As for comparisons to the BLM riots, this was worse because it was an attack on our government, but I want to take a moment to make it very, very clear that I am second to nobody in my disgust for the constant rioting that has been taking place. I am in law enforcement. I believe in law and order and the rule of law. While I decried what Donald Trump did to peaceful protestors in Lafayette Square, I actually thought he was right in his criticisms of the Democrat mayors who simply let their cities burn. Few things are more destabilizing and frightening than watching civil society go to hell, and one of the acts that was the closest parallel to what we saw yesterday was the setting of a police station on fire in Minneapolis. That is a direct assault on the people who protect our society, and that kind of thing cannot be tolerated. Anybody who tries to ding me for being upset about yesterday, and tries to mount some kind of personal attack on me premised on the notion that I minimized the riots — simply because they were not an actual attack on the pillar of our federal government — is persona non grata here. It’s obvious that an actual insurrection is worse, but that in no way minimizes what BLM has done to our country, and indeed I think our 2020 election results, to the extent that they were favorable to the GOP, were a backlash to exactly the sort of “defund the police” mindset that I have consistently opposed and decried. If you suggest that I am anything less than foursquare opposed to that sort of mindset or to riots, you are wrong and you are offensively wrong, and you owe me an apology.
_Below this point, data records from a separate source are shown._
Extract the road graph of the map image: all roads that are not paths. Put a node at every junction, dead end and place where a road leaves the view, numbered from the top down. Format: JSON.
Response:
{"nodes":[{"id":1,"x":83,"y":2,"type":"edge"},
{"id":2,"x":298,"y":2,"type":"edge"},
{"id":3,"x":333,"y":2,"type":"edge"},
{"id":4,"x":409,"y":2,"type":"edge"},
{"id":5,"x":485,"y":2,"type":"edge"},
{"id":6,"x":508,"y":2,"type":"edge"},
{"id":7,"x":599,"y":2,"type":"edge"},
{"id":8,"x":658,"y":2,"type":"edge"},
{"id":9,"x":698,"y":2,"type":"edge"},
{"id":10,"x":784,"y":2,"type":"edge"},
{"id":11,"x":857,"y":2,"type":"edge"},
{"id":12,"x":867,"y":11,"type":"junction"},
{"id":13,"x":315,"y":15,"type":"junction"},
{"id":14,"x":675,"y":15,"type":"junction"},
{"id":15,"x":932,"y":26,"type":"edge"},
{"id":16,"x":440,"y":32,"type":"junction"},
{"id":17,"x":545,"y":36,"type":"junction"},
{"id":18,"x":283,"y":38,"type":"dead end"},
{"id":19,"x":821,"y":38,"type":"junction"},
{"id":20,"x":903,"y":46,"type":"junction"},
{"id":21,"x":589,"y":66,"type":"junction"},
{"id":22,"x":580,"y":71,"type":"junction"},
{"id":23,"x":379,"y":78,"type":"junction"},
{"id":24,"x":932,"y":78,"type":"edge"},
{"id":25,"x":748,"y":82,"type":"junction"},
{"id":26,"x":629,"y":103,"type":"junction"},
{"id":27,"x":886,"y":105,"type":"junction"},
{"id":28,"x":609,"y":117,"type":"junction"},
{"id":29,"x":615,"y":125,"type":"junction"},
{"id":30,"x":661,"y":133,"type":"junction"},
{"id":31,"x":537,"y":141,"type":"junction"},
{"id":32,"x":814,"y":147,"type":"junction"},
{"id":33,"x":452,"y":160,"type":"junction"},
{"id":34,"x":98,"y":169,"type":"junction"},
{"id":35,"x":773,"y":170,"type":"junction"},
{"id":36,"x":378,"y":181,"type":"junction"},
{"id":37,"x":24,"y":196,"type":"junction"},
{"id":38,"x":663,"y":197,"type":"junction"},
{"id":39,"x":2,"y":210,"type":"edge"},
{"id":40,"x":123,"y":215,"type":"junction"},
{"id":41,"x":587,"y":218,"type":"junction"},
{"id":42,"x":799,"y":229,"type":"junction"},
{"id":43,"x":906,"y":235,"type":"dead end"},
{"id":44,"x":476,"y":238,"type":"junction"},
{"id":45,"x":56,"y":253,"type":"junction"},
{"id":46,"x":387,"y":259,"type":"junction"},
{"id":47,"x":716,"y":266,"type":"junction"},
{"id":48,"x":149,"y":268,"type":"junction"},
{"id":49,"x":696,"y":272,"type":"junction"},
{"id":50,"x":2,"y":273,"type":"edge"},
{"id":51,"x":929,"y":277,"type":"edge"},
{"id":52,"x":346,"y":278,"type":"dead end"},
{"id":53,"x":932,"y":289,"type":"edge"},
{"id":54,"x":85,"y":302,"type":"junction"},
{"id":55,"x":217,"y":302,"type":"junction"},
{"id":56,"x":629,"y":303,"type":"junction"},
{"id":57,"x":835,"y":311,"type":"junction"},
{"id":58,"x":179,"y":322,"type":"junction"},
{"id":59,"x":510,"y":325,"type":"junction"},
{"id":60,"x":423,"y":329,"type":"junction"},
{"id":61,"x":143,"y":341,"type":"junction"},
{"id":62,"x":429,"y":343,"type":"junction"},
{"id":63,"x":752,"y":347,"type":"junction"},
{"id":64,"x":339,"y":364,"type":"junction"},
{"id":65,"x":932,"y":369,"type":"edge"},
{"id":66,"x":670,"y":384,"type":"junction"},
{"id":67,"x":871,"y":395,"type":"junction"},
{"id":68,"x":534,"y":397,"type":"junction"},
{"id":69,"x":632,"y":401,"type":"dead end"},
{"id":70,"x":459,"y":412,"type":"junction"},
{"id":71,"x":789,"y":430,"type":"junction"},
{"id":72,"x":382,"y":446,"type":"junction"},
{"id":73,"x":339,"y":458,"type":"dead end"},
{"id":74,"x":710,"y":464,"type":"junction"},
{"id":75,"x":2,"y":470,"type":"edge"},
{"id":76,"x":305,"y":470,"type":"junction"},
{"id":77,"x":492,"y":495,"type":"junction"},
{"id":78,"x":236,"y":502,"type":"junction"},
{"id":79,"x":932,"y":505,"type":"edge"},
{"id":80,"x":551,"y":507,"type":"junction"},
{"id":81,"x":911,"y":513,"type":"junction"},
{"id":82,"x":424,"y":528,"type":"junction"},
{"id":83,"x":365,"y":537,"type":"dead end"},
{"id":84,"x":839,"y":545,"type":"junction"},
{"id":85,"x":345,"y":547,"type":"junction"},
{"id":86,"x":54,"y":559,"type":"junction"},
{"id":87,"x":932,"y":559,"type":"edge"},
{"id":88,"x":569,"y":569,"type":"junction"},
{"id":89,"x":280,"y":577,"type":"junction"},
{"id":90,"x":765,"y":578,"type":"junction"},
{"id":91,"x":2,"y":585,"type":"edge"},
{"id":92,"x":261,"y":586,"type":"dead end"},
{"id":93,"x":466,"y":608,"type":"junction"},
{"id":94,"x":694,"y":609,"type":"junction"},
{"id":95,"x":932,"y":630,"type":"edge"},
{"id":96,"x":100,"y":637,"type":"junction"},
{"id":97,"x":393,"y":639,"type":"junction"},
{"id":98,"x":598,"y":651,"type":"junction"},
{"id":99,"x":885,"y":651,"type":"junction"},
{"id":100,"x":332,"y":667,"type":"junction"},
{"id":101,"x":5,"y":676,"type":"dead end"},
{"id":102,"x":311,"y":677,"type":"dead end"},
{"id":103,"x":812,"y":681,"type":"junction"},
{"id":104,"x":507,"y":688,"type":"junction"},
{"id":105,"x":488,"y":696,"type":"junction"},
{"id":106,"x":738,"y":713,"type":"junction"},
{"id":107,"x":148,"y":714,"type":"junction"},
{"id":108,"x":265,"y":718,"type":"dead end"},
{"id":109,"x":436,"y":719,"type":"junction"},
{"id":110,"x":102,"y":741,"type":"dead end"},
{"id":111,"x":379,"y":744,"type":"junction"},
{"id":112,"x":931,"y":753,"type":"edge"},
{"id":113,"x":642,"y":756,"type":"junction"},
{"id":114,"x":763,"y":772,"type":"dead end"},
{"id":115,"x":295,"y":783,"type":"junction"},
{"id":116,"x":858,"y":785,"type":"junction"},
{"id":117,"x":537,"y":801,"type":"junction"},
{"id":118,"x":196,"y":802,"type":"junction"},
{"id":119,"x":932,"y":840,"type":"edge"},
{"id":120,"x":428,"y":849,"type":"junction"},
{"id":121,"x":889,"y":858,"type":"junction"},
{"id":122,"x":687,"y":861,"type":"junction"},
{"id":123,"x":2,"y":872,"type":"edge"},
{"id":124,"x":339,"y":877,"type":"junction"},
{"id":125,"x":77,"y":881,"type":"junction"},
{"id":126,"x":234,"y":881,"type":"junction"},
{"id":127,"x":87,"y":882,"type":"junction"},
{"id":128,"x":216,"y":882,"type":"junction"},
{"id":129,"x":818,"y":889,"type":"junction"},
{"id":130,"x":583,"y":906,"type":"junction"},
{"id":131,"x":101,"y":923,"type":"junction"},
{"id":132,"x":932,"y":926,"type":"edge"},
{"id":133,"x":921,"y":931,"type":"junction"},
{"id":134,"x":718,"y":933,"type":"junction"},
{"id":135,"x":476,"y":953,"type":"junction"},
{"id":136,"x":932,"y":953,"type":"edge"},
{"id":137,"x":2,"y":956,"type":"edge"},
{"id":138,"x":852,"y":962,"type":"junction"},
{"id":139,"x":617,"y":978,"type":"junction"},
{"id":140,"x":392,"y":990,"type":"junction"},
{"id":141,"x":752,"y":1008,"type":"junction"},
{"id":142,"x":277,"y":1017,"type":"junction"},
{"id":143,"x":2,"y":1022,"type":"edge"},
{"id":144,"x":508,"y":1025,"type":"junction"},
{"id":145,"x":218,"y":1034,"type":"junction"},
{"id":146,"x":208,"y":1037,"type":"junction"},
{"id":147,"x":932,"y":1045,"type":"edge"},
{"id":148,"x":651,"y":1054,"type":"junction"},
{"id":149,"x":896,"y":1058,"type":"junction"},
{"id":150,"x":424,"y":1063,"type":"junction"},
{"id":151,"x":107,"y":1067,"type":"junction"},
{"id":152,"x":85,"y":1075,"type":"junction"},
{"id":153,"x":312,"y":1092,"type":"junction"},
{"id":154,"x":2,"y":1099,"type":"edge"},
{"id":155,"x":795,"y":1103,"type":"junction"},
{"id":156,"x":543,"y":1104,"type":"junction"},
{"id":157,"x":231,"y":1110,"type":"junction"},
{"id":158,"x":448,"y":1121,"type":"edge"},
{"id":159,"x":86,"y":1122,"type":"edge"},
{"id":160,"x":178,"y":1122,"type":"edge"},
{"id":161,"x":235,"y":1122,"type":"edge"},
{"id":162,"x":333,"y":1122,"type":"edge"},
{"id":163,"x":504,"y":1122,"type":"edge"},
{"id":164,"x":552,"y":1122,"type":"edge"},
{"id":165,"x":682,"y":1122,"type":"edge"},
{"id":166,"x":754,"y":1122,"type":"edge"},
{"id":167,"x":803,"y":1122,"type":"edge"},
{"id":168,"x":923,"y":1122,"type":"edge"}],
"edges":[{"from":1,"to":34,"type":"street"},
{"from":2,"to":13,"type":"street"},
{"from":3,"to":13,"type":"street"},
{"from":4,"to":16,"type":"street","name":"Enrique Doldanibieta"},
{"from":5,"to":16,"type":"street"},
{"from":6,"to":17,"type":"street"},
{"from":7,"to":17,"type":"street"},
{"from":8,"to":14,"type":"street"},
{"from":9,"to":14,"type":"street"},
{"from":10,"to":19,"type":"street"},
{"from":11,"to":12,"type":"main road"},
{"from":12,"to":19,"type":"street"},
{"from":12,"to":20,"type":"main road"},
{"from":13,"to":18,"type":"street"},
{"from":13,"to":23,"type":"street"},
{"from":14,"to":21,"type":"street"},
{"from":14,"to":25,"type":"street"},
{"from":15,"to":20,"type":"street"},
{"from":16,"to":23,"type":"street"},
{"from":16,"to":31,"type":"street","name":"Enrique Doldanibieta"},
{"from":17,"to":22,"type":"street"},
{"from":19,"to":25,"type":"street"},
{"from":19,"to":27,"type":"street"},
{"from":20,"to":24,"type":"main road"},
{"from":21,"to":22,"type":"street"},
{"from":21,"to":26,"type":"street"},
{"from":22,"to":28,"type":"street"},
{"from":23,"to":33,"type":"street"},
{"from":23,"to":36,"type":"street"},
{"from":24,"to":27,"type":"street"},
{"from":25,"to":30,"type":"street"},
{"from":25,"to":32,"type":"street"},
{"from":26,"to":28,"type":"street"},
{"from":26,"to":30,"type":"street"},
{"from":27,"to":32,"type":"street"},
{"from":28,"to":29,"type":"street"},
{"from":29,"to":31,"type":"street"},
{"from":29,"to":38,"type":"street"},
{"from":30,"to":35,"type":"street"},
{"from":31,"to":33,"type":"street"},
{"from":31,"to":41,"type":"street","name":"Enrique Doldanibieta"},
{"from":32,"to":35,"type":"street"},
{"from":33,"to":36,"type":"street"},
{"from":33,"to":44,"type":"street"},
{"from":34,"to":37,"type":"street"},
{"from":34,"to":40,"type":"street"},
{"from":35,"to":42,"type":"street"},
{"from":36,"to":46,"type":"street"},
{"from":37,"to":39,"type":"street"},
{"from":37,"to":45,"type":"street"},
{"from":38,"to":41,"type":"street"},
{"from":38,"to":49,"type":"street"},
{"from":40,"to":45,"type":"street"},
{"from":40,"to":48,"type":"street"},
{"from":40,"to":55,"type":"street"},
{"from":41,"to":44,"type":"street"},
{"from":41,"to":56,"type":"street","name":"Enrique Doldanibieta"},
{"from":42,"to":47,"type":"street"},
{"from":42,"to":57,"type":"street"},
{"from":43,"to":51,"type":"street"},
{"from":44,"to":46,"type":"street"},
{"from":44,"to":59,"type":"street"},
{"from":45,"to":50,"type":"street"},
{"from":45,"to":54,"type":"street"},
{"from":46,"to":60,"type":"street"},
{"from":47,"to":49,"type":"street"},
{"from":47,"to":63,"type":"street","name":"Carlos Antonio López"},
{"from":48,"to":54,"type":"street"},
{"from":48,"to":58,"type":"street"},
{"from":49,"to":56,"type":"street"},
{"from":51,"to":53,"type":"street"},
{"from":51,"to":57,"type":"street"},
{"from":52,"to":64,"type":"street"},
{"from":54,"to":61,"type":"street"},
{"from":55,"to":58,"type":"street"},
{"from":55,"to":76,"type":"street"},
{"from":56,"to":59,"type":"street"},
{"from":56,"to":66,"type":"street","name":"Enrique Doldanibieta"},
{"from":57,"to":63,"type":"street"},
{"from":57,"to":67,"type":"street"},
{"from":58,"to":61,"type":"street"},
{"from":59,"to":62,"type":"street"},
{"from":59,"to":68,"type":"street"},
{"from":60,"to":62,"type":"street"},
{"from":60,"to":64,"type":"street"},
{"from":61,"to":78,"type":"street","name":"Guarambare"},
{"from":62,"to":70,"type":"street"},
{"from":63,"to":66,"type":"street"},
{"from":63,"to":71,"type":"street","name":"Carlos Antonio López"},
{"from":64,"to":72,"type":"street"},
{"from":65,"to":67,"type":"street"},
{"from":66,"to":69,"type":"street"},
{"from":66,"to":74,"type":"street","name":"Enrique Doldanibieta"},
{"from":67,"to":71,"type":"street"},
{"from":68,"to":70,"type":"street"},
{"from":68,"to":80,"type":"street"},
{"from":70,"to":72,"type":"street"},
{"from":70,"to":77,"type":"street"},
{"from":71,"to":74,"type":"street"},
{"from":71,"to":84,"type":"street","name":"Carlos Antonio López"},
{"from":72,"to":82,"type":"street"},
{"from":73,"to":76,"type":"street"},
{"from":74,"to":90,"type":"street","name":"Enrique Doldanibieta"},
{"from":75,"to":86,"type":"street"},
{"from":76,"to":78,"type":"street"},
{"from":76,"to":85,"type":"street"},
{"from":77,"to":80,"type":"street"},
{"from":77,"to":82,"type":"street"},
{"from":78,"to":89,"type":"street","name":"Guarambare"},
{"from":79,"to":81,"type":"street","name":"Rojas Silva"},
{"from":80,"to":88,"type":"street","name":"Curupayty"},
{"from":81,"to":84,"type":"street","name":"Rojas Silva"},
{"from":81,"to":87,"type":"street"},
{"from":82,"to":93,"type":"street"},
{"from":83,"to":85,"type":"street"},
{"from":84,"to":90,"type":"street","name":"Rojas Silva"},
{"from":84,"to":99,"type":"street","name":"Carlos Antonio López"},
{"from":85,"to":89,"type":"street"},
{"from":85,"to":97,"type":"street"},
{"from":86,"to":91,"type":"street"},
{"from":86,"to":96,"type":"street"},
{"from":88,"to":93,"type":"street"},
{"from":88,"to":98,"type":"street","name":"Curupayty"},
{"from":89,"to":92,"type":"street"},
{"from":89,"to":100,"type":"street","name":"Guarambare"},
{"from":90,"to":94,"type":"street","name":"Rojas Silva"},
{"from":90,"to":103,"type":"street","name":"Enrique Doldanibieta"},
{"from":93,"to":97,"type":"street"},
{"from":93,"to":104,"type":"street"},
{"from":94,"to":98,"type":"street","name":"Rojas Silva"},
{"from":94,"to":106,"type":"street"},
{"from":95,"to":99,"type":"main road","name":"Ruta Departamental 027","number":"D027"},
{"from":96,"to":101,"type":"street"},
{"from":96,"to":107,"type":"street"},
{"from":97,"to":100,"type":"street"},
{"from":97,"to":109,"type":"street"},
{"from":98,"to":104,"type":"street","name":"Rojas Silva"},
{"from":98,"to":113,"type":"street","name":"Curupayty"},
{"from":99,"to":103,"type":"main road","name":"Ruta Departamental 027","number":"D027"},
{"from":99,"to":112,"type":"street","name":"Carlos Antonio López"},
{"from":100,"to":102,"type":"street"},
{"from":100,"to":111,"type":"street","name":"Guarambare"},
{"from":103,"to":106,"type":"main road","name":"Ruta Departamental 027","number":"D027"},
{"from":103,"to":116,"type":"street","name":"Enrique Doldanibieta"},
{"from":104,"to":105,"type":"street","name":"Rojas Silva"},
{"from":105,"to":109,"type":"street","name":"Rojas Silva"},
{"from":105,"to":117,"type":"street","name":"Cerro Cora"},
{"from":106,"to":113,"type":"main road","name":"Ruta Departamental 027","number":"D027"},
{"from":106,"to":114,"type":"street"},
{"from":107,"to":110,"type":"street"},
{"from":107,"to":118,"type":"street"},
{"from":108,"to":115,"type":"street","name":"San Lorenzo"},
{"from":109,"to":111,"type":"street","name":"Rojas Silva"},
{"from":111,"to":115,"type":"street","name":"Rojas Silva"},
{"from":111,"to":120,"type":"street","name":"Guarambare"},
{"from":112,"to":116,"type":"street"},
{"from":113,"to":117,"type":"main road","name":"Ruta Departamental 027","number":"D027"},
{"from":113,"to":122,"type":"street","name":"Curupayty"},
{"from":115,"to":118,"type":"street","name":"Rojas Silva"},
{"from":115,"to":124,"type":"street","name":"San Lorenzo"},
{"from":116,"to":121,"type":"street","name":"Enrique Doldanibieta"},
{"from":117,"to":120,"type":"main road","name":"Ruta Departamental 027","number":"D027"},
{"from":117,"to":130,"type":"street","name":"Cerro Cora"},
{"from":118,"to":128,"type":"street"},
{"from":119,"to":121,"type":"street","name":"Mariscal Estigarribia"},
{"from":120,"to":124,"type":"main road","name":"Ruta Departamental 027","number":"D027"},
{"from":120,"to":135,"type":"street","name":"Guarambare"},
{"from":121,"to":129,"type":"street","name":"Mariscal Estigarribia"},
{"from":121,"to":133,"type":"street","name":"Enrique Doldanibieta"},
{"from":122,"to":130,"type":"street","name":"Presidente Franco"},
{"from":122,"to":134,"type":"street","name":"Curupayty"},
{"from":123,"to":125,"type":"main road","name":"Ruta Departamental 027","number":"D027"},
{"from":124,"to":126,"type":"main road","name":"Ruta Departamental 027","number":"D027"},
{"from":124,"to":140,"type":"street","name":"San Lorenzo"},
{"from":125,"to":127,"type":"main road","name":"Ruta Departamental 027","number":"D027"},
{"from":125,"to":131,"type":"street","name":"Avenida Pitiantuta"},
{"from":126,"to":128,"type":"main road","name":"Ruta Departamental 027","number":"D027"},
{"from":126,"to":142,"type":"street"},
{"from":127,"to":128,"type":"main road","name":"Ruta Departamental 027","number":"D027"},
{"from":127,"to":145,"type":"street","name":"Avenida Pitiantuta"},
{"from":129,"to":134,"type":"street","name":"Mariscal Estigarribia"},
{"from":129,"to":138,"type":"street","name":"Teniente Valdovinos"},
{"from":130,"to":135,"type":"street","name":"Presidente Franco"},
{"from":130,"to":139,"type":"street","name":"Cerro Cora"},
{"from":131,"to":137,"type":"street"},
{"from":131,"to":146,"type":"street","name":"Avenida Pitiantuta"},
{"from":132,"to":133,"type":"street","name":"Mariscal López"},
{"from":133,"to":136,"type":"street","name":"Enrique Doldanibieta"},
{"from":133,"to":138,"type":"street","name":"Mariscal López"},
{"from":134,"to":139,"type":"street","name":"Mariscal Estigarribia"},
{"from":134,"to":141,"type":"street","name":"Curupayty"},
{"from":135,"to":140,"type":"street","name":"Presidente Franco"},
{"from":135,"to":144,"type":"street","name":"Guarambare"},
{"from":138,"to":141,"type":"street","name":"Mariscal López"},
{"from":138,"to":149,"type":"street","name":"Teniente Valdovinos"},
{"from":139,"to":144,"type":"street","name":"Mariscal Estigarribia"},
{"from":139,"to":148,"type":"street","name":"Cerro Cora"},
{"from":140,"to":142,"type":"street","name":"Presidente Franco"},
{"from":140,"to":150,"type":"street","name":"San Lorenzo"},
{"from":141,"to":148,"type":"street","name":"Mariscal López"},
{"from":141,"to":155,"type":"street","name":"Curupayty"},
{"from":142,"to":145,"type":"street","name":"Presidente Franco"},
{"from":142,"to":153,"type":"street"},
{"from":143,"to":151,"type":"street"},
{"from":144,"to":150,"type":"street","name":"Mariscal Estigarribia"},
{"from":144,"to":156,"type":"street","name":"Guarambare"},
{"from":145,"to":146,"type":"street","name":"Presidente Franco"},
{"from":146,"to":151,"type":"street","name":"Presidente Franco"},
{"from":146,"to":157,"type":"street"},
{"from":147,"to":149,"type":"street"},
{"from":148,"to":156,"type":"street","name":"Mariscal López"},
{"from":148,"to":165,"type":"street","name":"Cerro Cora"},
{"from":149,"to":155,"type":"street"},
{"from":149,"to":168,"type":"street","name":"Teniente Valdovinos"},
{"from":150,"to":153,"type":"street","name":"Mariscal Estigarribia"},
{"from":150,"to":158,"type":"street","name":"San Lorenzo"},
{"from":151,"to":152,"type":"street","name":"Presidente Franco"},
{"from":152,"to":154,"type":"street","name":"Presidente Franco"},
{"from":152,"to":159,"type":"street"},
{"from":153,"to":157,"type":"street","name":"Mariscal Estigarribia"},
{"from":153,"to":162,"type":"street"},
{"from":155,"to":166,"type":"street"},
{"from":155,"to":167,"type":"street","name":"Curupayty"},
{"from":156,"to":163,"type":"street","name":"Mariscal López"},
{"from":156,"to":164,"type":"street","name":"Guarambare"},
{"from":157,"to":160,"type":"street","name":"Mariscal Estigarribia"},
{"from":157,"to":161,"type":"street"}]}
I take that sort of thing very personally.
So why do I say yesterday was worse, though? Look at what is happening across the world today. Dictators in Venezuela and Turkey are reveling in our dysfunction. Erdogan is offering to send aid to help us — as he laughs and laughs and laughs. There were people roaming our streets demanding loyalty oaths to Trump, and roaming our Capitol shouting “where is Pence?” — people who might have killed Pence had they found him. Watch some of the footage to see what it was like. People who murder journalists and dissidents have scored the greatest propaganda victory of my lifetime. This is a Big F*cking Deal.
Meanwhile, I saw a bunch of lovely speeches on TV yesterday from Senators like Rand Paul and Marco Rubio saying that Congress simply can’t do what the Trumpers want, and that they have been misled. Would that they have told that to the people before yesterday.
I’d like to think yesterday was a turning point. Kelly Loeffler and others (not all) withdrew their objections as if they had finally recognized that this is Not a Game. People are resigning from the Trump administration (a tiny, tiny bit) early. Trump has opened an account on Parler — a fringe figure retreating to a fringe platform.
My optimism is probably ill-founded. The “what did you expect?” takes from the Tough Crowd are already being published and garnering those all-important clicks, to the point where, on fringe sites like the one I used to work for, it’s now apostasy to suggest that maybe yesterday should not be justified. (But the apostasy is being published by the courageous and ought to be recognized. Well done, Joe.)
But for today, I’ll remain content in my fantasy that this has destroyed the political careers of Donald Trump, Ted Cruz, Josh Hawley, and anyone else who instigated this rebellion.